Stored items
• • •

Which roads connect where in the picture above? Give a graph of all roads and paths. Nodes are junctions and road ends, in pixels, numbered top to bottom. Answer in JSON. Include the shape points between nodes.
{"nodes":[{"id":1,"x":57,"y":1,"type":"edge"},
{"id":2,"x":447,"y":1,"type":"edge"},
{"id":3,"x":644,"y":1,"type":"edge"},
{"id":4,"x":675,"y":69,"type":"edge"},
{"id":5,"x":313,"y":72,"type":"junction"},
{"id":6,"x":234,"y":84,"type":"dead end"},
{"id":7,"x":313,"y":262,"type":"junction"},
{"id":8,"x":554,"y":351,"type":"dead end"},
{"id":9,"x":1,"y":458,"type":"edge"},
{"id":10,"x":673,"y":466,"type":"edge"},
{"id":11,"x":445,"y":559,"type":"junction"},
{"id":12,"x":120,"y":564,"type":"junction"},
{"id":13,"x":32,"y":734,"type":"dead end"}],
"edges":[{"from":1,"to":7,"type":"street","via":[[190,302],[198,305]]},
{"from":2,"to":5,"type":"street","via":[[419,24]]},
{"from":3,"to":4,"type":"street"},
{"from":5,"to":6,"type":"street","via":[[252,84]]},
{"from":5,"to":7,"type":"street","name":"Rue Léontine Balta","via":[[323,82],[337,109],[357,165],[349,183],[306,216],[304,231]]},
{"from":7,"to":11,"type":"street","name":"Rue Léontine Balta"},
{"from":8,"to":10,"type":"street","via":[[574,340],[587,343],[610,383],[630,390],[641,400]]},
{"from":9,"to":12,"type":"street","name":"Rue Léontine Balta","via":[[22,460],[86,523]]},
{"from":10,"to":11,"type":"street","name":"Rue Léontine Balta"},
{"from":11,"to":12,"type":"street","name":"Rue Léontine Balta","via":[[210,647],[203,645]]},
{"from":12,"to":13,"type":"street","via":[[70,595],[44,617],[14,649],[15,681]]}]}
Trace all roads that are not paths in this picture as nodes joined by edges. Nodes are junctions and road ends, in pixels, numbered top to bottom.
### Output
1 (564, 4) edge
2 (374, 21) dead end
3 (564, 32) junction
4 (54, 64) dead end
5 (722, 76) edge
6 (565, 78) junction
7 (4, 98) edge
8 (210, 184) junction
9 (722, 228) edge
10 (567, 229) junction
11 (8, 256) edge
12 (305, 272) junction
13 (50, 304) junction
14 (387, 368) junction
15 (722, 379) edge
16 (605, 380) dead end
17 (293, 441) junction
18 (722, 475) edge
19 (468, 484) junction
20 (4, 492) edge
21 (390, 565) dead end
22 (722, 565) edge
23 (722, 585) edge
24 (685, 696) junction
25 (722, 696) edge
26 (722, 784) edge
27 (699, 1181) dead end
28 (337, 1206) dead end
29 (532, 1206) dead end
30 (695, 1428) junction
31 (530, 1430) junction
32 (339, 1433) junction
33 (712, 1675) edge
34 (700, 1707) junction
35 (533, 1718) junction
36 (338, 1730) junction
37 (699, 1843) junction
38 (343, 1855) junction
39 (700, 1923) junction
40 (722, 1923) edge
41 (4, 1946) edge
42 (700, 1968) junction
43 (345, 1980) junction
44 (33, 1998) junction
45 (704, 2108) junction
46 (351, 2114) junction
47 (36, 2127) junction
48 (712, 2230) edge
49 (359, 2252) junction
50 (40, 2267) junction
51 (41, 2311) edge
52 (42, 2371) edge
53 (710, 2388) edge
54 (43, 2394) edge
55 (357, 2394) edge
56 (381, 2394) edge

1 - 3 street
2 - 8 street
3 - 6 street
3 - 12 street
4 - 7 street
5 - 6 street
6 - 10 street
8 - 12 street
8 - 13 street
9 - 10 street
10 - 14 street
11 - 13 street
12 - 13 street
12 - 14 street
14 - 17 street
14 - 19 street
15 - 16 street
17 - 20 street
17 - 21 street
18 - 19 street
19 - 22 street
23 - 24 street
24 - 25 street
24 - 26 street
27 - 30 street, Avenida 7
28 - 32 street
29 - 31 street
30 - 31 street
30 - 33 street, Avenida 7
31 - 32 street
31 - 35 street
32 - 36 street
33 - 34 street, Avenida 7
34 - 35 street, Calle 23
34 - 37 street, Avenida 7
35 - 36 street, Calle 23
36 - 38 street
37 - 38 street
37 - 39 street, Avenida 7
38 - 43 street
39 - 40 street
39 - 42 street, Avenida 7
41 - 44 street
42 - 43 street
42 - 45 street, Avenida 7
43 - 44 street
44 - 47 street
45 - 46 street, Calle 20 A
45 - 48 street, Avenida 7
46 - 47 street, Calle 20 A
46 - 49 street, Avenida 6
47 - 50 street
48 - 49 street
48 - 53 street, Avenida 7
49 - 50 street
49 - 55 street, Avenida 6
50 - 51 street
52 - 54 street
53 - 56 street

• • •

## INSTRUCTIONS FOR THE TASK
Reproduce the data exactly, character for character.

## OUTPUT FOR THIS EXERCISE
Which roads connect where in the picture above? Give a graph of all roads and paths. Nodes are junctions and road ends, in pixels, numbered top to bottom. Answer in JSON. Include the shape points between nodes.
{"nodes":[{"id":1,"x":57,"y":1,"type":"edge"},
{"id":2,"x":447,"y":1,"type":"edge"},
{"id":3,"x":644,"y":1,"type":"edge"},
{"id":4,"x":675,"y":69,"type":"edge"},
{"id":5,"x":313,"y":72,"type":"junction"},
{"id":6,"x":234,"y":84,"type":"dead end"},
{"id":7,"x":313,"y":262,"type":"junction"},
{"id":8,"x":554,"y":351,"type":"dead end"},
{"id":9,"x":1,"y":458,"type":"edge"},
{"id":10,"x":673,"y":466,"type":"edge"},
{"id":11,"x":445,"y":559,"type":"junction"},
{"id":12,"x":120,"y":564,"type":"junction"},
{"id":13,"x":32,"y":734,"type":"dead end"}],
"edges":[{"from":1,"to":7,"type":"street","via":[[190,302],[198,305]]},
{"from":2,"to":5,"type":"street","via":[[419,24]]},
{"from":3,"to":4,"type":"street"},
{"from":5,"to":6,"type":"street","via":[[252,84]]},
{"from":5,"to":7,"type":"street","name":"Rue Léontine Balta","via":[[323,82],[337,109],[357,165],[349,183],[306,216],[304,231]]},
{"from":7,"to":11,"type":"street","name":"Rue Léontine Balta"},
{"from":8,"to":10,"type":"street","via":[[574,340],[587,343],[610,383],[630,390],[641,400]]},
{"from":9,"to":12,"type":"street","name":"Rue Léontine Balta","via":[[22,460],[86,523]]},
{"from":10,"to":11,"type":"street","name":"Rue Léontine Balta"},
{"from":11,"to":12,"type":"street","name":"Rue Léontine Balta","via":[[210,647],[203,645]]},
{"from":12,"to":13,"type":"street","via":[[70,595],[44,617],[14,649],[15,681]]}]}
Trace all roads that are not paths in this picture as nodes joined by edges. Nodes are junctions and road ends, in pixels, numbered top to bottom.
### Output
1 (564, 4) edge
2 (374, 21) dead end
3 (564, 32) junction
4 (54, 64) dead end
5 (722, 76) edge
6 (565, 78) junction
7 (4, 98) edge
8 (210, 184) junction
9 (722, 228) edge
10 (567, 229) junction
11 (8, 256) edge
12 (305, 272) junction
13 (50, 304) junction
14 (387, 368) junction
15 (722, 379) edge
16 (605, 380) dead end
17 (293, 441) junction
18 (722, 475) edge
19 (468, 484) junction
20 (4, 492) edge
21 (390, 565) dead end
22 (722, 565) edge
23 (722, 585) edge
24 (685, 696) junction
25 (722, 696) edge
26 (722, 784) edge
27 (699, 1181) dead end
28 (337, 1206) dead end
29 (532, 1206) dead end
30 (695, 1428) junction
31 (530, 1430) junction
32 (339, 1433) junction
33 (712, 1675) edge
34 (700, 1707) junction
35 (533, 1718) junction
36 (338, 1730) junction
37 (699, 1843) junction
38 (343, 1855) junction
39 (700, 1923) junction
40 (722, 1923) edge
41 (4, 1946) edge
42 (700, 1968) junction
43 (345, 1980) junction
44 (33, 1998) junction
45 (704, 2108) junction
46 (351, 2114) junction
47 (36, 2127) junction
48 (712, 2230) edge
49 (359, 2252) junction
50 (40, 2267) junction
51 (41, 2311) edge
52 (42, 2371) edge
53 (710, 2388) edge
54 (43, 2394) edge
55 (357, 2394) edge
56 (381, 2394) edge

1 - 3 street
2 - 8 street
3 - 6 street
3 - 12 street
4 - 7 street
5 - 6 street
6 - 10 street
8 - 12 street
8 - 13 street
9 - 10 street
10 - 14 street
11 - 13 street
12 - 13 street
12 - 14 street
14 - 17 street
14 - 19 street
15 - 16 street
17 - 20 street
17 - 21 street
18 - 19 street
19 - 22 street
23 - 24 street
24 - 25 street
24 - 26 street
27 - 30 street, Avenida 7
28 - 32 street
29 - 31 street
30 - 31 street
30 - 33 street, Avenida 7
31 - 32 street
31 - 35 street
32 - 36 street
33 - 34 street, Avenida 7
34 - 35 street, Calle 23
34 - 37 street, Avenida 7
35 - 36 street, Calle 23
36 - 38 street
37 - 38 street
37 - 39 street, Avenida 7
38 - 43 street
39 - 40 street
39 - 42 street, Avenida 7
41 - 44 street
42 - 43 street
42 - 45 street, Avenida 7
43 - 44 street
44 - 47 street
45 - 46 street, Calle 20 A
45 - 48 street, Avenida 7
46 - 47 street, Calle 20 A
46 - 49 street, Avenida 6
47 - 50 street
48 - 49 street
48 - 53 street, Avenida 7
49 - 50 street
49 - 55 street, Avenida 6
50 - 51 street
52 - 54 street
53 - 56 street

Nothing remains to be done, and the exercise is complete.